Directions for this task — Could you set down every record below exactly as it appears?

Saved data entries

*** Block opens ***

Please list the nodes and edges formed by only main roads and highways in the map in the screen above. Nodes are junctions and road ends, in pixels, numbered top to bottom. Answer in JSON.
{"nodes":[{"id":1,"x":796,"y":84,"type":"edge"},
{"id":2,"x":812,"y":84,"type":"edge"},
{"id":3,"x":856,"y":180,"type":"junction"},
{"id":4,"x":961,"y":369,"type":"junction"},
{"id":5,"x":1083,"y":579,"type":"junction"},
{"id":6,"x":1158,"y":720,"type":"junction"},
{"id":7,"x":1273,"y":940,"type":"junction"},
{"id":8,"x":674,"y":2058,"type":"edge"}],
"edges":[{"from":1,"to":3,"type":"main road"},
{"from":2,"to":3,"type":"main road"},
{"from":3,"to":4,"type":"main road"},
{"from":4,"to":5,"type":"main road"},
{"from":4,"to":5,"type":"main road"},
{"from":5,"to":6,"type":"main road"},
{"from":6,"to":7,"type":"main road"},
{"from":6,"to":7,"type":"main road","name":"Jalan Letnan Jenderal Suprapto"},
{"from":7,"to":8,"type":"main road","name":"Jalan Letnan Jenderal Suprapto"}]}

*** Block closes ***

Reply —
Please list the nodes and edges formed by only main roads and highways in the map in the screen above. Nodes are junctions and road ends, in pixels, numbered top to bottom. Answer in JSON.
{"nodes":[{"id":1,"x":796,"y":84,"type":"edge"},
{"id":2,"x":812,"y":84,"type":"edge"},
{"id":3,"x":856,"y":180,"type":"junction"},
{"id":4,"x":961,"y":369,"type":"junction"},
{"id":5,"x":1083,"y":579,"type":"junction"},
{"id":6,"x":1158,"y":720,"type":"junction"},
{"id":7,"x":1273,"y":940,"type":"junction"},
{"id":8,"x":674,"y":2058,"type":"edge"}],
"edges":[{"from":1,"to":3,"type":"main road"},
{"from":2,"to":3,"type":"main road"},
{"from":3,"to":4,"type":"main road"},
{"from":4,"to":5,"type":"main road"},
{"from":4,"to":5,"type":"main road"},
{"from":5,"to":6,"type":"main road"},
{"from":6,"to":7,"type":"main road"},
{"from":6,"to":7,"type":"main road","name":"Jalan Letnan Jenderal Suprapto"},
{"from":7,"to":8,"type":"main road","name":"Jalan Letnan Jenderal Suprapto"}]}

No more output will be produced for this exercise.